Fanbox.com, formerly known as sms.ac, is one of the most annoying and sleaziest spams and misrepresentations going right now. Here's how to stop receiving this spam.
If you are receiving email list this, we urge you to forward them to the federal Trade Commission. If they receive enough complaints, perhaps they'll get off their lazy government backsides and do something about the scum behind this scam:
How to Block Fanbox Emails or Cancel Your Account
Don't click on the link to cancel your account. That will only confirm to these scum that your email address is being used and ensure MORE spam. And since you never signed up for it, you haven't got an account to cancel. They are just trying to trick you into clicking on a link and confirming your information!

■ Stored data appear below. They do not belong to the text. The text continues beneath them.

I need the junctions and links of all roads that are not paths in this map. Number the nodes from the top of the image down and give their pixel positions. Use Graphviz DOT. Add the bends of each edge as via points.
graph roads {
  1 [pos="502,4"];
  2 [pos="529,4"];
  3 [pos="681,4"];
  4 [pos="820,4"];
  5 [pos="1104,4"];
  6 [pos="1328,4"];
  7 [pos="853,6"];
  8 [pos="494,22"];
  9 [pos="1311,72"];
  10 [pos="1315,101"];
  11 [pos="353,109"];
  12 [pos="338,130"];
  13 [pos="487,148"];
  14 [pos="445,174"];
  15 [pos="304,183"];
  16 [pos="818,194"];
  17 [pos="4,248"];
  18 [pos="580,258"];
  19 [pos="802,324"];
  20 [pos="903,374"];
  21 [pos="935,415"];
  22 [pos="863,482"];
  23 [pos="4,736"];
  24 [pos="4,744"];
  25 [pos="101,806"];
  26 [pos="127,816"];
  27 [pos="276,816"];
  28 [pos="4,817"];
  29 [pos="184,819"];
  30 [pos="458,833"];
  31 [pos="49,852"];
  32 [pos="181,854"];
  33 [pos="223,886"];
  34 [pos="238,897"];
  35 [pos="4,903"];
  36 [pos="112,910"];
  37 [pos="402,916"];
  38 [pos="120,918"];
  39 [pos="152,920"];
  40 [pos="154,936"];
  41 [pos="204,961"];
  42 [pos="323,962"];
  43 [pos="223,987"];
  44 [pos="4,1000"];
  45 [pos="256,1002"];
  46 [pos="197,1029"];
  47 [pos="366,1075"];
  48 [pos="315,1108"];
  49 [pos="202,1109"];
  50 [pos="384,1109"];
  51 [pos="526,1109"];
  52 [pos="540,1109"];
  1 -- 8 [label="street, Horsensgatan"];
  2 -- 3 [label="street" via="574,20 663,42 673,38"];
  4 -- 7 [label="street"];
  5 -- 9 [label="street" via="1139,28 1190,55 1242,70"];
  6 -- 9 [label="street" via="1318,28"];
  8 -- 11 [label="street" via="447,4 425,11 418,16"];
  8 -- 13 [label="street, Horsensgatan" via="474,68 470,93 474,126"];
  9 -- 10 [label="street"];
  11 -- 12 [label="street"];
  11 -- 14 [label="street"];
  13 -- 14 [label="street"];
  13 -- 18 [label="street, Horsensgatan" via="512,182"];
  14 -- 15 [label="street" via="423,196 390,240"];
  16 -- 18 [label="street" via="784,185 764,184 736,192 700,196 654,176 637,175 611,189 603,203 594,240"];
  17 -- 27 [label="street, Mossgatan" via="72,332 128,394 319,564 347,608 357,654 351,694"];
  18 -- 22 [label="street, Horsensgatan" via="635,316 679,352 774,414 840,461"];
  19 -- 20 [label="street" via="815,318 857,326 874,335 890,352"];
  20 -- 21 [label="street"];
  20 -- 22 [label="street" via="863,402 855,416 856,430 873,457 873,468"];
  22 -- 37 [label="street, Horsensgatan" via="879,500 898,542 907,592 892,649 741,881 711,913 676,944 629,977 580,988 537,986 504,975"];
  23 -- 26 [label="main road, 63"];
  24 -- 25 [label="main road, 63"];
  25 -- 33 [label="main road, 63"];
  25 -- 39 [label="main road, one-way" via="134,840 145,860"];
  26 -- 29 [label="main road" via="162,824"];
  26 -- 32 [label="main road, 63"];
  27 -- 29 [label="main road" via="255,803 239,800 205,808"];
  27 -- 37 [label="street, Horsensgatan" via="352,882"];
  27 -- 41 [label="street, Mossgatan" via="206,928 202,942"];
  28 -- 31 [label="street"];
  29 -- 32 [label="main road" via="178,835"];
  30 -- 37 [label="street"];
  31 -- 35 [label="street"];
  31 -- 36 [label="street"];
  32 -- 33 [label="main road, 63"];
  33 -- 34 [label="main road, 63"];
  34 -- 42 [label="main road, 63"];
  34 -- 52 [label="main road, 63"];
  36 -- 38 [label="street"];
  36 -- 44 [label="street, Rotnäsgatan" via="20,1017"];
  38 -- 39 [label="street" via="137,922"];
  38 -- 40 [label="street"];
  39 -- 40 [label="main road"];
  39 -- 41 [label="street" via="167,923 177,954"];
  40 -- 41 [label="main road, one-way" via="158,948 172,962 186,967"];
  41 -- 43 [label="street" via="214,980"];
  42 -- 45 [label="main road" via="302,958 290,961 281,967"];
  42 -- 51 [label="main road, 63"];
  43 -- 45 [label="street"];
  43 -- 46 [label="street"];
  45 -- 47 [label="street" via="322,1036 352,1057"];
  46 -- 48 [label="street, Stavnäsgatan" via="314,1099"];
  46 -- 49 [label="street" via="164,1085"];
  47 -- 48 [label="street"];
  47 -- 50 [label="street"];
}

Instead, put fanbox.com, fanboxapps.com, and sms.ac in your junk / blocked senders, junk email or spam list in your email program (eg., Outlook junk mail list)

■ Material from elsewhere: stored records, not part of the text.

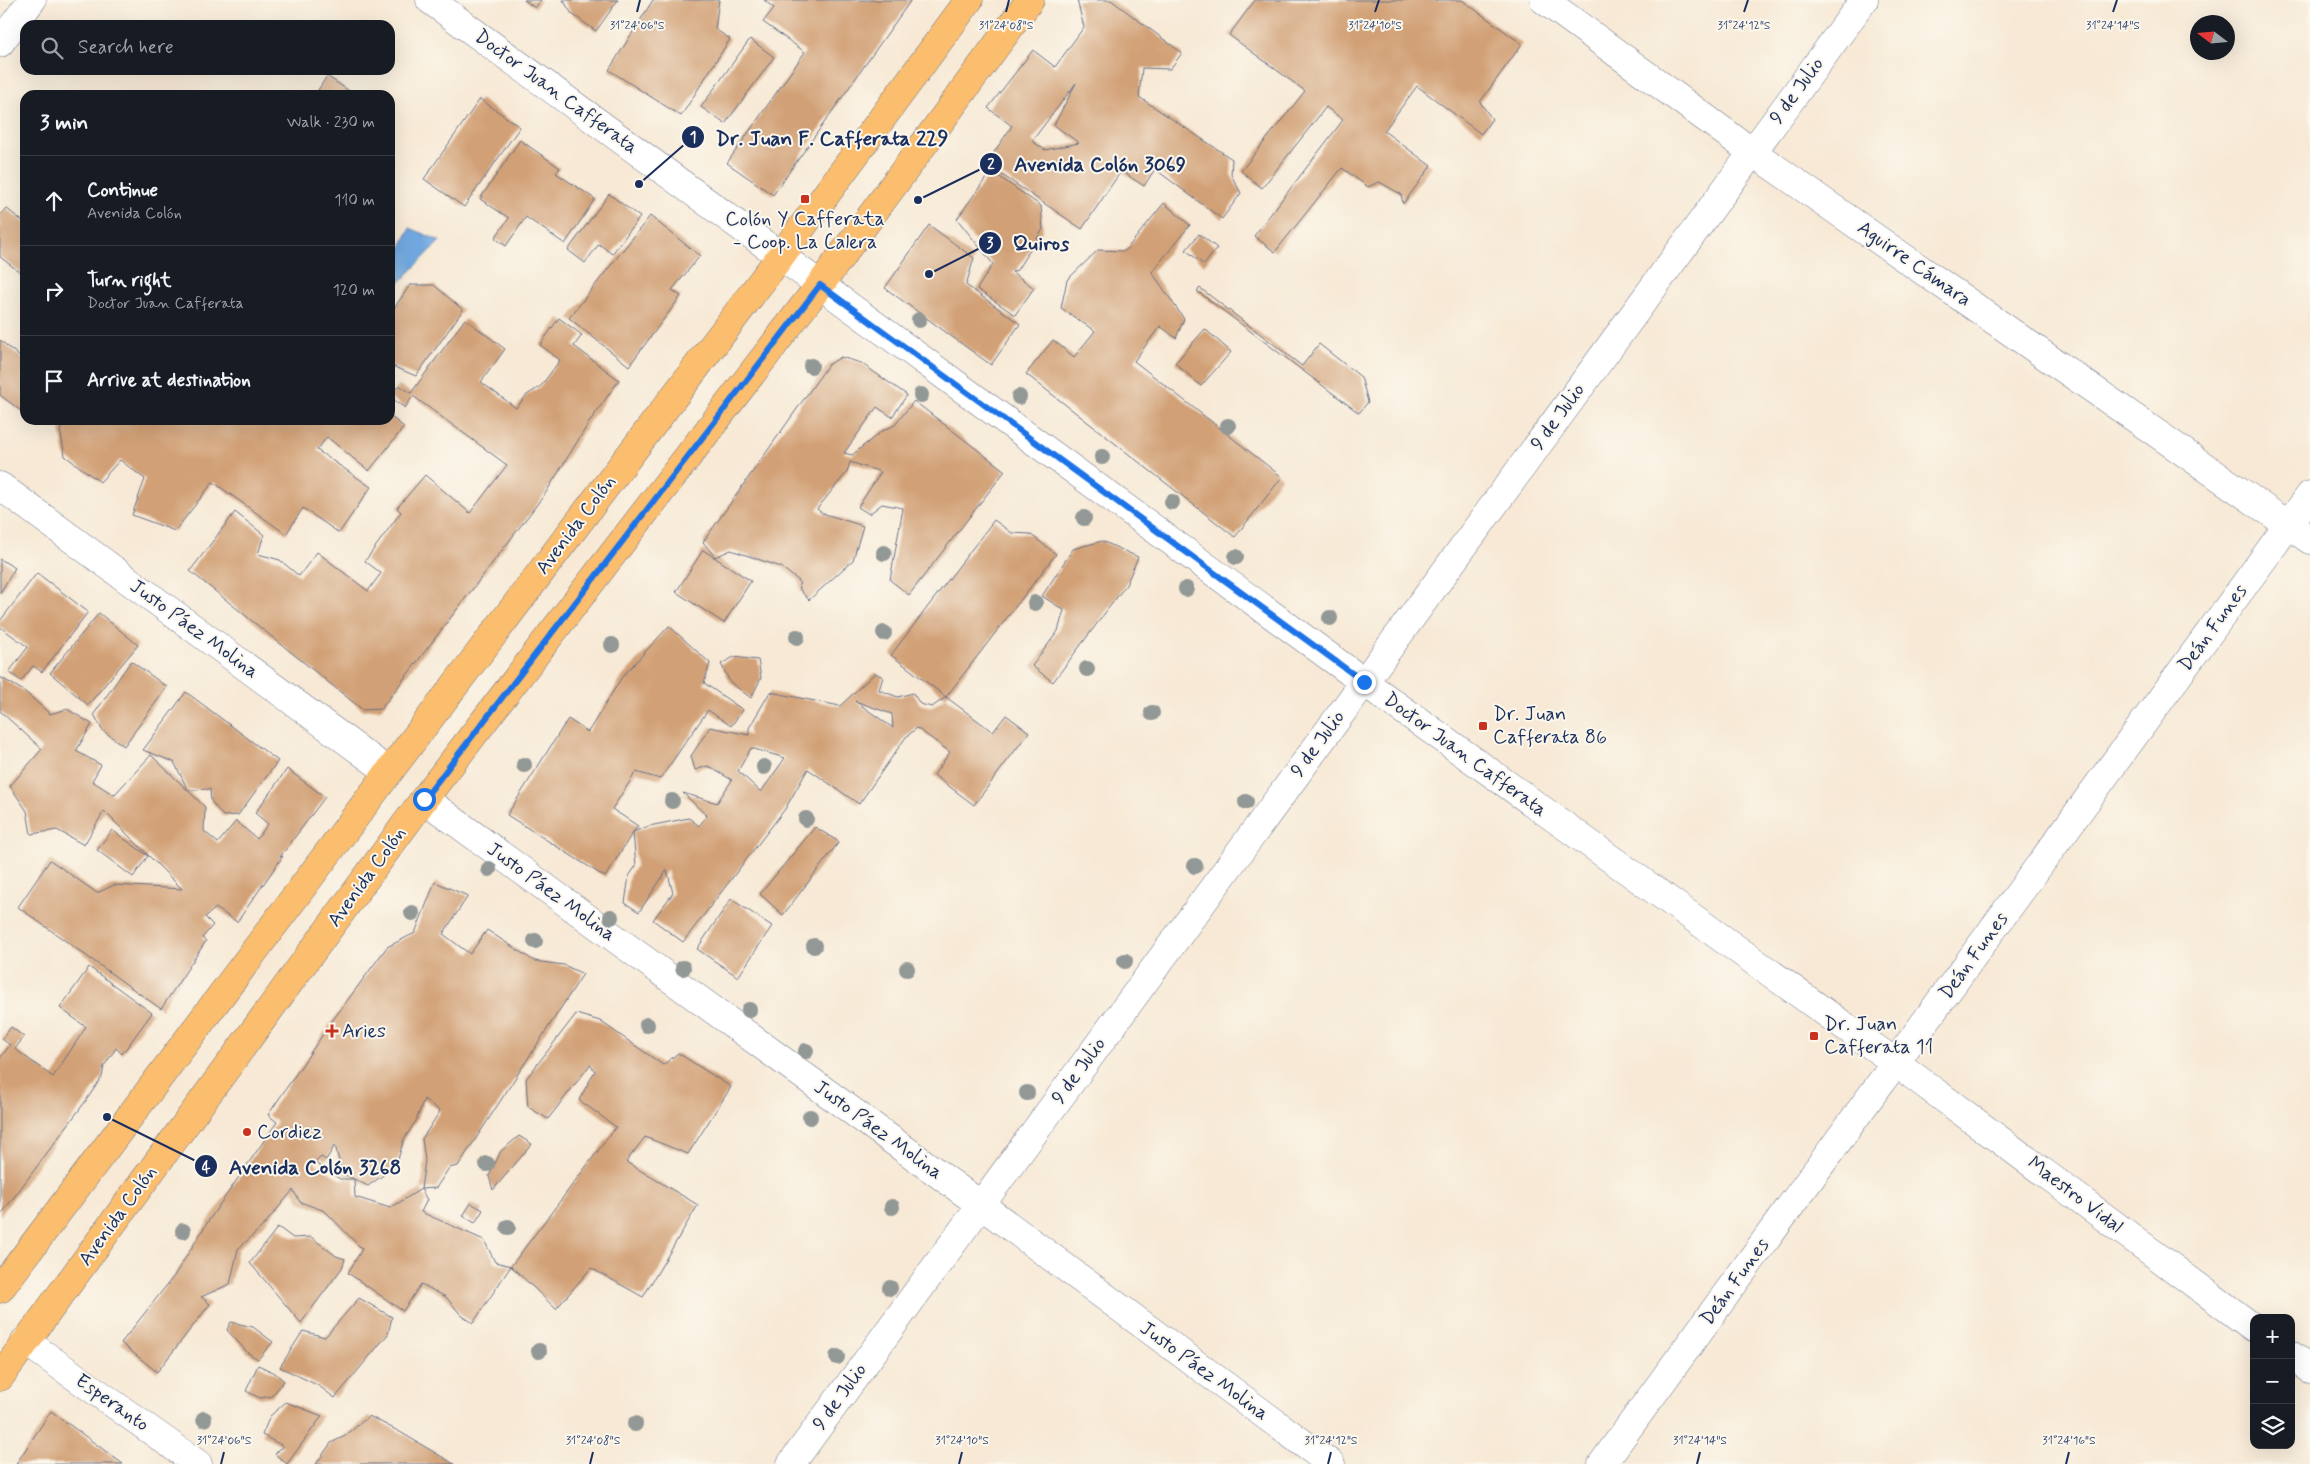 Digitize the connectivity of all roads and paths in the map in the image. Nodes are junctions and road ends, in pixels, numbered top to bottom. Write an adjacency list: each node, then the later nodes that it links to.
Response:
1 (32, 0): 7 (street)
2 (430, 0): 9 (street, Doctor Juan Cafferata)
3 (969, 0): 9 (main road, Avenida Colón)
4 (1030, 0): 10 (main road, Avenida Colón)
5 (1544, 0): 8 (street, Aguirre Cámara)
6 (1864, 0): 8 (street, 9 de Julio)
7 (0, 43)
8 (1752, 152): 13 (street, Aguirre Cámara); 15 (street, 9 de Julio)
9 (780, 257): 10 (street, Doctor Juan Cafferata); 16 (main road, Avenida Colón)
10 (820, 285): 15 (street, Doctor Juan Cafferata); 17 (main road, Avenida Colón)
11 (0, 486): 16 (street, Justo Páez Molina)
12 (2310, 495): 13 (street, Deán Funes)
13 (2288, 524): 14 (street, Aguirre Cámara); 18 (street, Deán Funes)
14 (2310, 540)
15 (1364, 682): 18 (street, Doctor Juan Cafferata); 19 (street, 9 de Julio)
16 (389, 772): 20 (main road, Avenida Colón)
17 (424, 799): 19 (street, Justo Páez Molina); 22 (main road, Avenida Colón)
18 (1896, 1063): 21 (street, Maestro Vidal); 29 (street, Deán Funes)
19 (981, 1205): 27 (street, 9 de Julio); 28 (street, Justo Páez Molina)
20 (0, 1289)
21 (2250, 1325)
22 (25, 1341): 25 (main road, Avenida Colón); 26 (street, Esperanto)
23 (2295, 1358): 24 (street)
24 (2310, 1369)
25 (0, 1377)
26 (198, 1464)
27 (791, 1464)
28 (1331, 1464)
29 (1602, 1464)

Report these spammers to the government:
To forward unwanted or deceptive spam to the Federal Trade Commission; send it to firstname.lastname@example.org,
Also see the FTC and here to Report Porn Spam. In California, also use email@example.com. In Missouri, use firstname.lastname@example.org. In Virginia, use email@example.com.
If you think you have been taken advantage of by a spam scam, file a complaint with the FTC online at www.ftc.gov. Complaints will help the FTC find and stop people who are using spam to defraud consumers.
How their scam works:
When you sign up for FanBox, it asks for your permission to email everyone in your address book. After you give them your password (DON'T do it!) it will start spamming everyone in your contact list / address book. It will send them these stupid ":____ asked you a question" spams.

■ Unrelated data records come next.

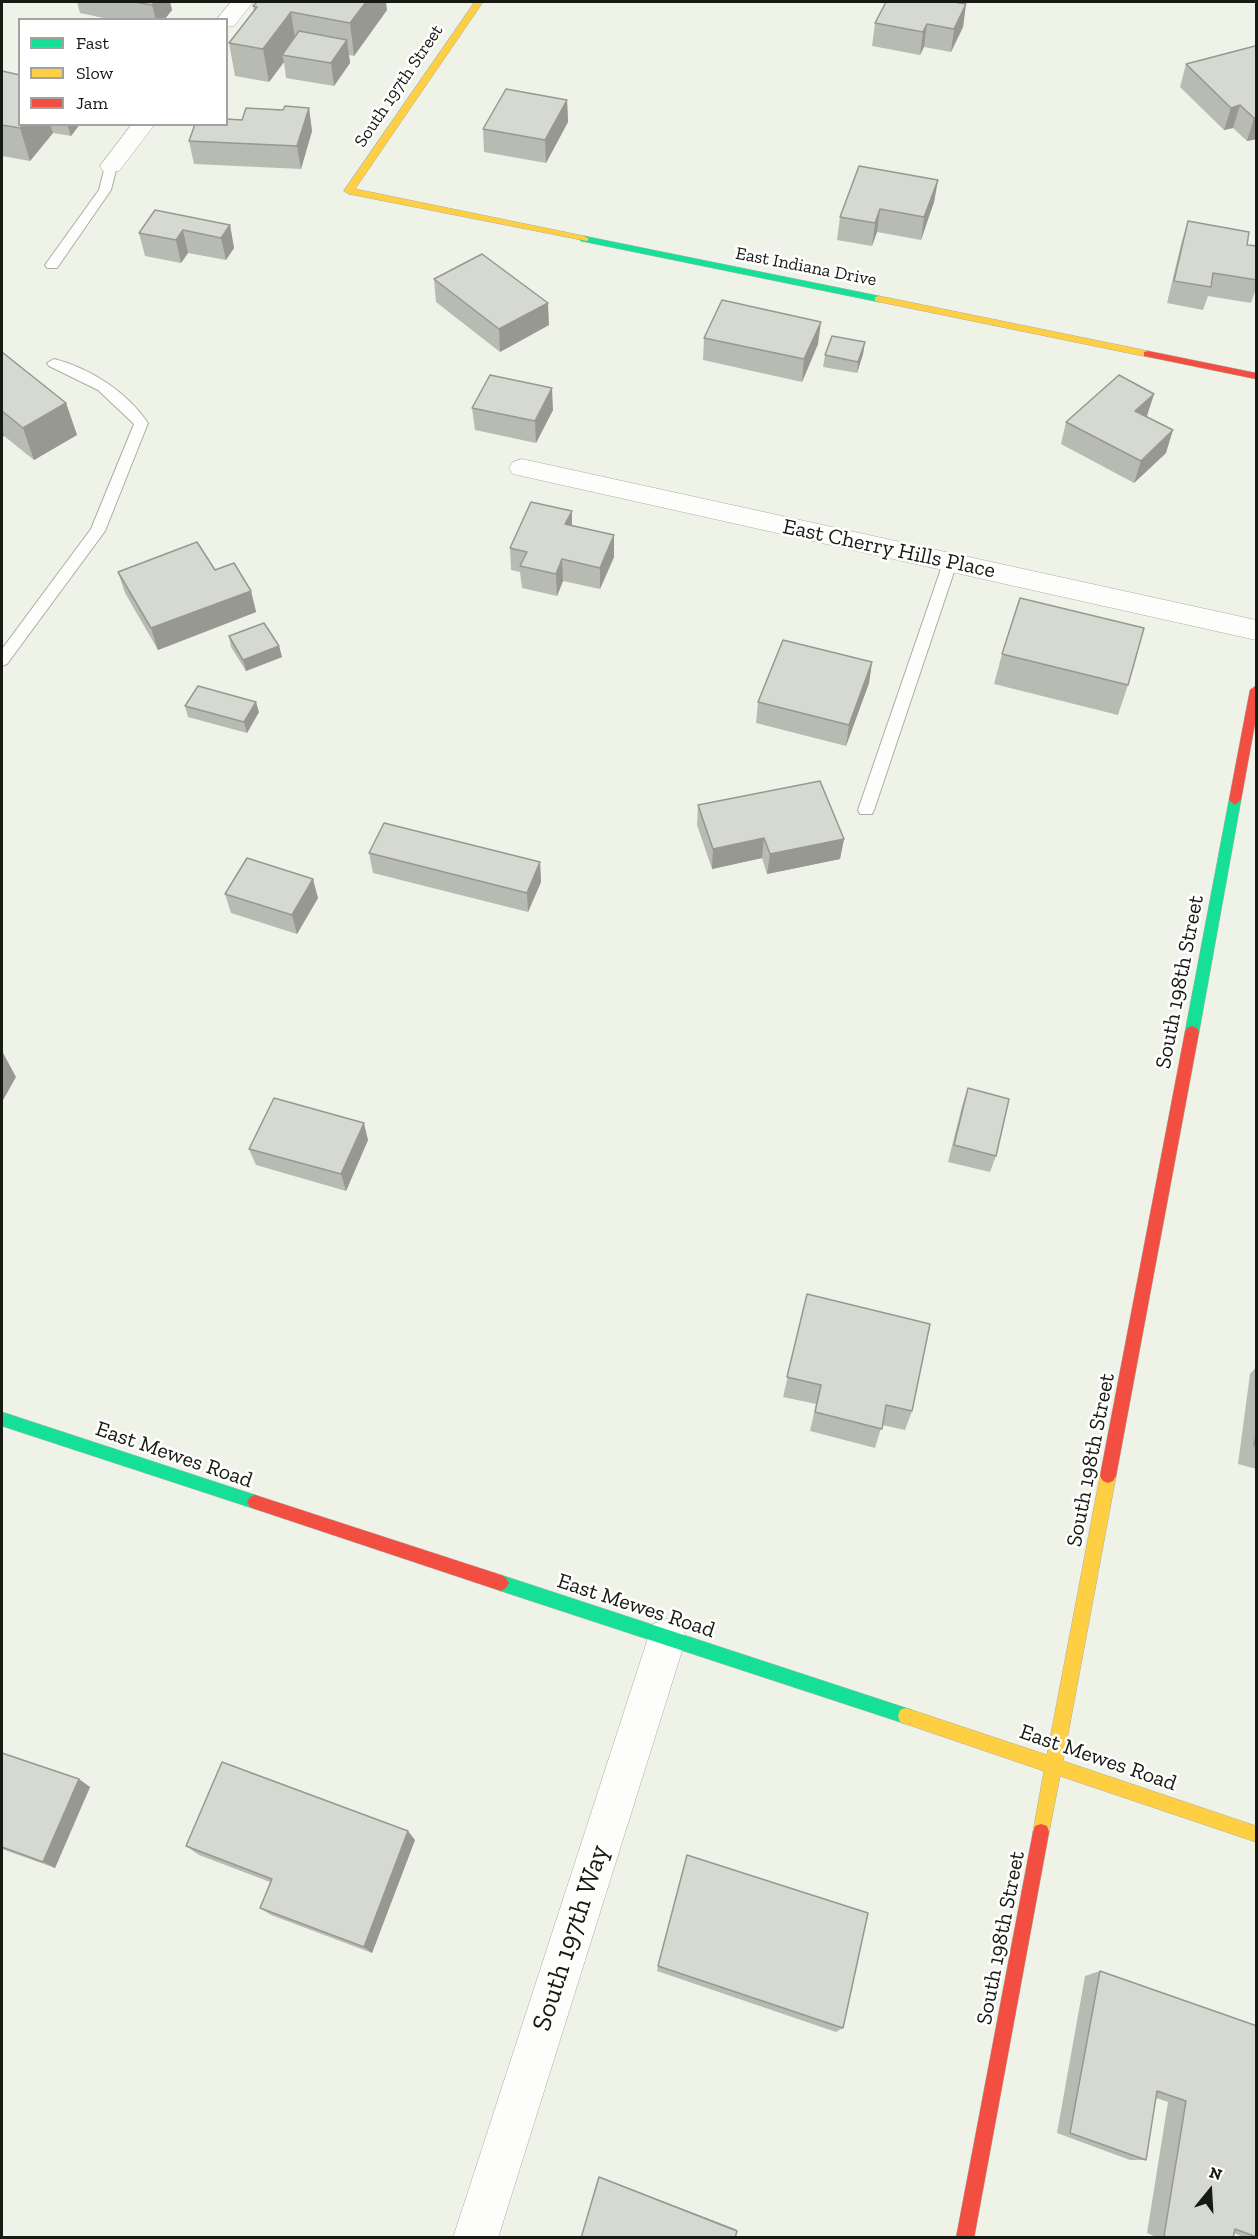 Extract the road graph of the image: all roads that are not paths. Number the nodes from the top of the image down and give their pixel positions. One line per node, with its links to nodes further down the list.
1 (242, 2): 3 (street)
2 (478, 2): 6 (street, South 197th Street)
3 (228, 19)
4 (142, 126): 5 (street)
5 (111, 166): 7 (lane)
6 (349, 191): 9 (street, East Indiana Drive)
7 (52, 265)
8 (54, 363): 13 (lane)
9 (1257, 376)
10 (522, 468): 11 (street, East Cherry Hills Place)
11 (950, 563): 12 (street, East Cherry Hills Place); 15 (lane)
12 (1257, 630)
13 (2, 660)
14 (1257, 690): 18 (street, South 198th Street)
15 (866, 810)
16 (2, 1419): 17 (street, East Mewes Road)
17 (667, 1638): 18 (street, East Mewes Road); 20 (street, South 197th Way)
18 (1055, 1765): 19 (street, East Mewes Road); 21 (street, South 198th Street)
19 (1257, 1834)
20 (475, 2238)
21 (965, 2238)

We've received them here; and verified that the senders had no intention of sending them to us, or "asking" a question. They felt victimized.
For detailed discussion of this scam see these links:
1. Fanbox is the new plaxo
2. Spamhuntress.com: sms.ac turns into fanbox/
3. Steve Riley: faxbox, the latest in password scams
4. Fanbox: do not touch it
Rocky my boyfrend received faxbox invitation from a girl into hotmail account. This invitation was relating to his fanbox login. He says that he did not register himself in fanbox. His fanbox nickname is like his skype name or hotmail messanger nickname. Is that possible that he did not registered himself or he is lying?
He almost certainly did not register with Fanbox/Faxbox. According to this article, they get people's names and addresses from other victims, and then spam the new victims. They try to make it look like they have an account, and it can be canceled/unsubscribed/shut down. But, they ignore your request for removal and add you to a verified "good email account" list.
First you get a letter from one of your friends that looks innocent and pretty plausible, for example
I set up a profile where I can post photos, connect and share.
Do me a favor and confirm our relationship here .
<name of your friend>
If you click the link (very bad idea :-) it will propose you to login to this social networking site using any of your existing Webmail accounts (hotmail, gmail, yahoomail, etc). It also asks you to send an invitation to your friends.
What it does next is harvesting all your emails addresses in Web address book (it understands various formats) and send invitation to those on the list like regular email virus does. Pretty neat trick... Sending fake invitations to all addresses collected from your account address book make them a dangerous spammers.